--- ENTRIES SHOWN Enclosed Below ---

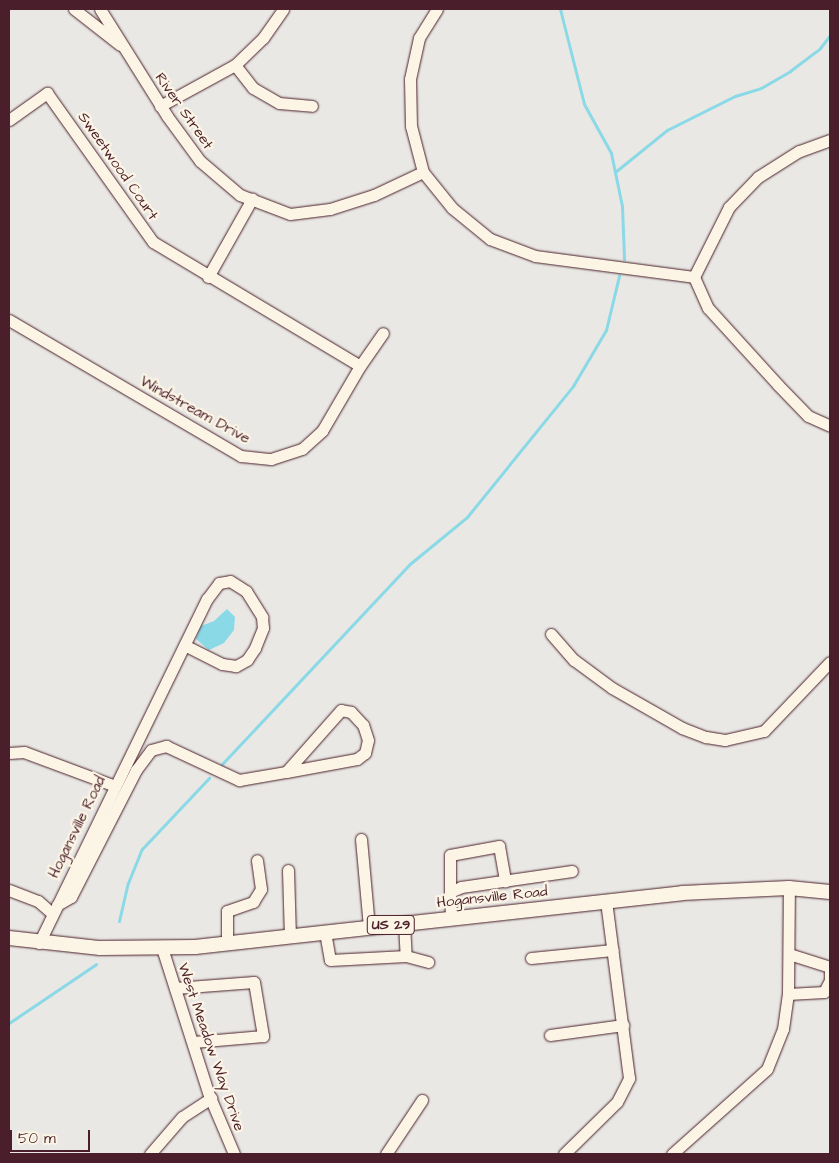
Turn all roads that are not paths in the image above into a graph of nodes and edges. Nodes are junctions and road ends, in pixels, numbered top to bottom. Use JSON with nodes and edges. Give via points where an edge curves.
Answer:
{"nodes":[{"id":1,"x":74,"y":9,"type":"edge"},
{"id":2,"x":100,"y":9,"type":"edge"},
{"id":3,"x":283,"y":9,"type":"edge"},
{"id":4,"x":438,"y":9,"type":"edge"},
{"id":5,"x":123,"y":48,"type":"junction"},
{"id":6,"x":235,"y":65,"type":"junction"},
{"id":7,"x":160,"y":106,"type":"junction"},
{"id":8,"x":312,"y":106,"type":"dead end"},
{"id":9,"x":9,"y":120,"type":"edge"},
{"id":10,"x":830,"y":140,"type":"edge"},
{"id":11,"x":423,"y":172,"type":"junction"},
{"id":12,"x":252,"y":200,"type":"junction"},
{"id":13,"x":208,"y":277,"type":"junction"},
{"id":14,"x":694,"y":277,"type":"junction"},
{"id":15,"x":9,"y":320,"type":"edge"},
{"id":16,"x":384,"y":333,"type":"dead end"},
{"id":17,"x":360,"y":366,"type":"junction"},
{"id":18,"x":830,"y":426,"type":"edge"},
{"id":19,"x":551,"y":634,"type":"dead end"},
{"id":20,"x":184,"y":645,"type":"junction"},
{"id":21,"x":830,"y":662,"type":"edge"},
{"id":22,"x":9,"y":753,"type":"edge"},
{"id":23,"x":286,"y":772,"type":"junction"},
{"id":24,"x":115,"y":786,"type":"junction"},
{"id":25,"x":361,"y":839,"type":"dead end"},
{"id":26,"x":257,"y":860,"type":"dead end"},
{"id":27,"x":288,"y":870,"type":"dead end"},
{"id":28,"x":572,"y":871,"type":"dead end"},
{"id":29,"x":505,"y":881,"type":"junction"},
{"id":30,"x":789,"y":888,"type":"junction"},
{"id":31,"x":9,"y":890,"type":"edge"},
{"id":32,"x":450,"y":892,"type":"junction"},
{"id":33,"x":830,"y":892,"type":"edge"},
{"id":34,"x":606,"y":901,"type":"junction"},
{"id":35,"x":54,"y":909,"type":"junction"},
{"id":36,"x":451,"y":918,"type":"junction"},
{"id":37,"x":404,"y":923,"type":"junction"},
{"id":38,"x":369,"y":927,"type":"junction"},
{"id":39,"x":325,"y":932,"type":"junction"},
{"id":40,"x":290,"y":936,"type":"junction"},
{"id":41,"x":9,"y":938,"type":"edge"},
{"id":42,"x":38,"y":943,"type":"junction"},
{"id":43,"x":227,"y":943,"type":"junction"},
{"id":44,"x":162,"y":948,"type":"junction"},
{"id":45,"x":613,"y":950,"type":"junction"},
{"id":46,"x":789,"y":954,"type":"junction"},
{"id":47,"x":406,"y":956,"type":"junction"},
{"id":48,"x":531,"y":958,"type":"dead end"},
{"id":49,"x":428,"y":962,"type":"dead end"},
{"id":50,"x":175,"y":988,"type":"junction"},
{"id":51,"x":788,"y":994,"type":"junction"},
{"id":52,"x":624,"y":1025,"type":"junction"},
{"id":53,"x":550,"y":1035,"type":"dead end"},
{"id":54,"x":193,"y":1042,"type":"junction"},
{"id":55,"x":211,"y":1098,"type":"junction"},
{"id":56,"x":422,"y":1100,"type":"dead end"},
{"id":57,"x":150,"y":1154,"type":"edge"},
{"id":58,"x":234,"y":1154,"type":"edge"},
{"id":59,"x":386,"y":1154,"type":"edge"},
{"id":60,"x":564,"y":1154,"type":"edge"},
{"id":61,"x":672,"y":1154,"type":"edge"}],
"edges":[{"from":1,"to":5,"type":"street","name":"River Street"},
{"from":2,"to":5,"type":"street","name":"River Street","via":[[109,18]]},
{"from":3,"to":6,"type":"street","via":[[264,38]]},
{"from":4,"to":11,"type":"street","via":[[419,38],[410,79],[411,126]]},
{"from":5,"to":7,"type":"street","name":"River Street"},
{"from":6,"to":7,"type":"street"},
{"from":6,"to":8,"type":"street","via":[[253,88],[279,103]]},
{"from":7,"to":12,"type":"street","name":"River Street","via":[[200,161],[240,195]]},
{"from":9,"to":13,"type":"street","name":"Sweetwood Court","via":[[47,93],[153,242]]},
{"from":10,"to":14,"type":"street","via":[[799,151],[758,177],[728,207]]},
{"from":11,"to":12,"type":"street","name":"River Street","via":[[374,196],[330,209],[290,214]]},
{"from":11,"to":14,"type":"street","via":[[452,208],[499,243],[535,256]]},
{"from":12,"to":13,"type":"street"},
{"from":13,"to":17,"type":"street","name":"Sweetwood Court"},
{"from":14,"to":18,"type":"street","via":[[708,308],[778,385],[808,416]]},
{"from":15,"to":17,"type":"street","name":"Windstream Drive","via":[[241,456],[271,459],[302,449],[322,431]]},
{"from":16,"to":17,"type":"street","name":"Windstream Drive"},
{"from":19,"to":21,"type":"street","via":[[574,660],[612,688],[706,738],[726,740],[764,731]]},
{"from":20,"to":20,"type":"street","via":[[222,664],[236,666],[247,660],[255,648],[263,628],[262,616],[246,591],[230,581],[219,583],[207,598]]},
{"from":20,"to":24,"type":"street","name":"Hogansville Road"},
{"from":22,"to":24,"type":"street","via":[[24,752]]},
{"from":23,"to":23,"type":"street","via":[[357,759],[365,753],[368,740],[363,725],[351,712],[341,710]]},
{"from":23,"to":35,"type":"street","via":[[239,780],[166,746],[151,750],[136,770],[71,897]]},
{"from":24,"to":35,"type":"street","name":"Hogansville Road"},
{"from":25,"to":38,"type":"street"},
{"from":26,"to":43,"type":"street","via":[[261,889],[253,902],[227,912]]},
{"from":27,"to":40,"type":"street"},
{"from":28,"to":29,"type":"street"},
{"from":29,"to":32,"type":"street","via":[[461,887]]},
{"from":29,"to":32,"type":"street","via":[[499,846],[450,855]]},
{"from":30,"to":33,"type":"main road","name":"Hogansville Road","number":"US 29"},
{"from":30,"to":34,"type":"main road","name":"Hogansville Road","number":"US 29","via":[[729,889]]},
{"from":30,"to":46,"type":"street"},
{"from":31,"to":35,"type":"street"},
{"from":32,"to":36,"type":"street"},
{"from":34,"to":36,"type":"main road","name":"Hogansville Road","number":"US 29"},
{"from":34,"to":45,"type":"street"},
{"from":35,"to":42,"type":"street","name":"Hogansville Road"},
{"from":36,"to":37,"type":"main road","name":"Hogansville Road","number":"US 29"},
{"from":37,"to":38,"type":"main road","name":"Hogansville Road","number":"US 29"},
{"from":37,"to":47,"type":"street"},
{"from":38,"to":39,"type":"main road","name":"Hogansville Road","number":"US 29"},
{"from":39,"to":40,"type":"main road","name":"Hogansville Road","number":"US 29"},
{"from":39,"to":47,"type":"street","via":[[330,960]]},
{"from":40,"to":43,"type":"main road","name":"Hogansville Road","number":"US 29"},
{"from":41,"to":42,"type":"main road","name":"Hogansville Road","number":"US 29"},
{"from":42,"to":44,"type":"main road","name":"Hogansville Road","number":"US 29"},
{"from":43,"to":44,"type":"main road","name":"Hogansville Road","number":"US 29"},
{"from":44,"to":50,"type":"street","name":"West Meadow Way Drive"},
{"from":45,"to":48,"type":"street"},
{"from":45,"to":52,"type":"street"},
{"from":46,"to":51,"type":"street"},
{"from":46,"to":51,"type":"street","via":[[830,967],[830,980],[824,992]]},
{"from":47,"to":49,"type":"street"},
{"from":50,"to":54,"type":"street","name":"West Meadow Way Drive"},
{"from":50,"to":54,"type":"street","via":[[254,982],[262,1036]]},
{"from":51,"to":61,"type":"street","via":[[783,1029],[767,1069]]},
{"from":52,"to":53,"type":"street"},
{"from":52,"to":60,"type":"street","via":[[629,1078],[617,1102]]},
{"from":54,"to":55,"type":"street","name":"West Meadow Way Drive"},
{"from":55,"to":57,"type":"street","via":[[182,1117]]},
{"from":55,"to":58,"type":"street","name":"West Meadow Way Drive"},
{"from":56,"to":59,"type":"street"}]}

--- End of Enclosed ENTRIES SHOWN ---

-- YOUR INSTRUCTIONS --
Each line that includes the string "West" should be copied from the data.

-- SOLUTION --
{"from":44,"to":50,"type":"street","name":"West Meadow Way Drive"},
{"from":50,"to":54,"type":"street","name":"West Meadow Way Drive"},
{"from":54,"to":55,"type":"street","name":"West Meadow Way Drive"},
{"from":55,"to":58,"type":"street","name":"West Meadow Way Drive"},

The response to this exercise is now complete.